Uhm - I’m hanging up now.
You know, after 6-ish, almost 7 years of being separated and divorced, the kiddo’s dad and I get along pretty well. We’re friendly, even. Before I tell you this, though, I do have to state that we chat and talk and joke around, so it’s not like we’re on pins and needles in our conversations. So when you read below, note that this was all said in a friendly, chatty, laughy discourse.
Except. Sometimes - it goes a little too far.
For example! Yesterday, I mentioned I wouldn’t be able to make it to basketball this Saturday to see kiddo play, because I have company coming in to town.
“Who is it?” he wanted to know.
“Oh, my friend.”
“Is it a guy? It’s a guy isn’t it? I can tell by your face.”
After a commenting about what he figured I would be DOING with my company this weekend (which I TOTALLY WILL, but I still don’t want to talk to him about it.) he says, “I may have to get back together with you, then, if that’s what you’re like.”
At that point I had to say, “So uhm, okay. This conversation is getting weird. I’m going to go now.”
What I wanted to say was “Buddy - you will NEVAH get any of THIS again… EVAH!! HHAAHHAHA, SUCKA!!”
See how we’ve learned to be civil? 5 years ago I wouldn’t have hesitated to say what I wanted to, and then he would have felt his manliness challenged, and retorted with some vile name-calling about my personal worth as a woman.
Ahhhh, maturity!
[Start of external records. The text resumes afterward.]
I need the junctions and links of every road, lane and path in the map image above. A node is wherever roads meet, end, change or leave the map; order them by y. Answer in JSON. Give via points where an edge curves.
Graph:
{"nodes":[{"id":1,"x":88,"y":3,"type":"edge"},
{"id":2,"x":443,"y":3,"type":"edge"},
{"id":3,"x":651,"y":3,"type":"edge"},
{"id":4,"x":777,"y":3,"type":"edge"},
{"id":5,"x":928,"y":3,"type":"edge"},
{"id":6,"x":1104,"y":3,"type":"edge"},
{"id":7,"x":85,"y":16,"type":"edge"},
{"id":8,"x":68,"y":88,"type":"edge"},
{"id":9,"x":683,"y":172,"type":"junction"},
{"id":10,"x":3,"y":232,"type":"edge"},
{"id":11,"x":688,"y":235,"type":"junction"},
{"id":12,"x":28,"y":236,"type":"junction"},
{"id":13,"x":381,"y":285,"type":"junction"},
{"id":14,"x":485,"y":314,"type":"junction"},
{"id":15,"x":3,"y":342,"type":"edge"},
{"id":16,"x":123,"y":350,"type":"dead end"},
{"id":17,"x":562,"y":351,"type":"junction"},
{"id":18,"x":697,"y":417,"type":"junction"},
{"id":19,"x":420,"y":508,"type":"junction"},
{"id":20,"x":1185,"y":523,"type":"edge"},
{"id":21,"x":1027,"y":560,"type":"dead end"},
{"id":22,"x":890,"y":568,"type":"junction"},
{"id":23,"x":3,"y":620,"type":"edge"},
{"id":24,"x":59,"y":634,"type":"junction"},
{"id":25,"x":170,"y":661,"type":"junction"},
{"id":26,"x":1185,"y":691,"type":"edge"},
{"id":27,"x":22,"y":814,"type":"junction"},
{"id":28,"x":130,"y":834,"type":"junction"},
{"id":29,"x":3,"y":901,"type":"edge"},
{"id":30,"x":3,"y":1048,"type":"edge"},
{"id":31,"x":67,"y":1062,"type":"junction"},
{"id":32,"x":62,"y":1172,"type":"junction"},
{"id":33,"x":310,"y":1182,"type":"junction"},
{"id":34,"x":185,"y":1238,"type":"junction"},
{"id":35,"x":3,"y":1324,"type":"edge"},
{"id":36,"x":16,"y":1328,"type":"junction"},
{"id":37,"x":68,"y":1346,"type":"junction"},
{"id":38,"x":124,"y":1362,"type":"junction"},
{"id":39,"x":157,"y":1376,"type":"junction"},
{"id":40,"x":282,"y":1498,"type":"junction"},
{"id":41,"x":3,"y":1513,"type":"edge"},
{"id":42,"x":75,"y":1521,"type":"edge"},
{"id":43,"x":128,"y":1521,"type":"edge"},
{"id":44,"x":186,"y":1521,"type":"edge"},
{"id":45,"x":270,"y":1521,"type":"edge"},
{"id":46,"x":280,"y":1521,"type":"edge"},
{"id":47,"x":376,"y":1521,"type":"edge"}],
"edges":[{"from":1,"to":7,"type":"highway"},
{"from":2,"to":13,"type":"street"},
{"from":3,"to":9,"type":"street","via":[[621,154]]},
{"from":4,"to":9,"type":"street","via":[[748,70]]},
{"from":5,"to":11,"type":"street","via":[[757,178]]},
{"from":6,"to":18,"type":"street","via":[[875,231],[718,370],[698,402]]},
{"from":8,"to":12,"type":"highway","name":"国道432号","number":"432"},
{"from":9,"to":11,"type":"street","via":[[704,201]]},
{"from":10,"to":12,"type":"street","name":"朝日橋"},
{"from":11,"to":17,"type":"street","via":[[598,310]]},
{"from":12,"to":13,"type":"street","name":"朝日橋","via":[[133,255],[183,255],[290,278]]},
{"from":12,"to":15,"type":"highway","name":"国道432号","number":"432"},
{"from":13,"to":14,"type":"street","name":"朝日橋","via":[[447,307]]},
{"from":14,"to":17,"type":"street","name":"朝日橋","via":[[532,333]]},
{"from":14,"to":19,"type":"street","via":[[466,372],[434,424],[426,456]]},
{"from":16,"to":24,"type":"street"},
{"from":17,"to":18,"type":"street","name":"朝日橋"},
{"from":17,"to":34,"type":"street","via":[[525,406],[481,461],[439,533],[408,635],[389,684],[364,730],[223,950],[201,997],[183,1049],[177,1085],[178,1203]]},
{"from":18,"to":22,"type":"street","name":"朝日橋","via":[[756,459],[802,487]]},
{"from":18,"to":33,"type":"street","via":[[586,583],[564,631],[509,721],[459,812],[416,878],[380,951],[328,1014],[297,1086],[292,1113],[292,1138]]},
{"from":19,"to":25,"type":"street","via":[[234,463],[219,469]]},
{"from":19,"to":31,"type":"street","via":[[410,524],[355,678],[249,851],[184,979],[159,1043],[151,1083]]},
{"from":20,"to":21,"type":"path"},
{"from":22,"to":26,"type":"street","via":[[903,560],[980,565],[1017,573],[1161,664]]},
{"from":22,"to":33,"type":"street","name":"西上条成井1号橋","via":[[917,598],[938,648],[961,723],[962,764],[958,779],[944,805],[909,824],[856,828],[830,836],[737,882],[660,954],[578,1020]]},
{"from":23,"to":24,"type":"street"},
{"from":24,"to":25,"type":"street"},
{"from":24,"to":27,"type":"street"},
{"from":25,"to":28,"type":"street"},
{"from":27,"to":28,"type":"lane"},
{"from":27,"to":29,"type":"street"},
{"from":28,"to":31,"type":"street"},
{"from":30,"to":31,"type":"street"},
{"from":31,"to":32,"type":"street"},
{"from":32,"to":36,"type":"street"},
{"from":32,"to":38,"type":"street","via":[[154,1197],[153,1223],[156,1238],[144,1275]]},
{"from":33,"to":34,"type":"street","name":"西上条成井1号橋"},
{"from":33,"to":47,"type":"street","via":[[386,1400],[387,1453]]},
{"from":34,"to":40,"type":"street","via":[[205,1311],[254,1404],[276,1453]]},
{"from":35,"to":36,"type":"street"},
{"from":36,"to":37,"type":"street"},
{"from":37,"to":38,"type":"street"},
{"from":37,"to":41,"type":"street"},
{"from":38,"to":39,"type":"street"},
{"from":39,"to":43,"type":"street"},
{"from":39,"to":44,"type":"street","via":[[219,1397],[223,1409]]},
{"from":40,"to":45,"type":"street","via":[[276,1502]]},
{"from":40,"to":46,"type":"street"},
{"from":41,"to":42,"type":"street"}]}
I’m so proud of us.
IN OTHER NEWS!
I am in the running for Worst Parent of the Year. Or Ever. Well, probably not Ever, because there are parents who leave their 3-month-olds in the hot stifling car while they SHOP, and also parents who leave their baby in the car in the TEXAS HEAT while they go to a STRIP CLUB of all places… so there’s that. I think that’s probably good for Worst Parent Ever. But Just Trust Me, I can be bad, too. I can’t even talk about it, except you know I will.
Kiddo went to bed last night with a slight fever. Then woke up this morning with still a fever. And do you know what I did? I gave him Tylenol, and sent him to school. Which, as you may or may not know, is totally against the rules. That happened, right after I packed the rest of the Tylenol in his backpack for him to take to his dad’s for the weekend. Drugs at school? ALSO against the rules.
In my defense (as if) I sent him because he insisted: He was FINE! He felt GREAT! And also wanted to go camping this weekend!
Then, he cried. And I? Am learning just what a sucker I am for tears.
So, yeah. You know.
PS - Totally unrelated but who fucked up traffic today?
I’m headed North on 5 and it looks UGLY!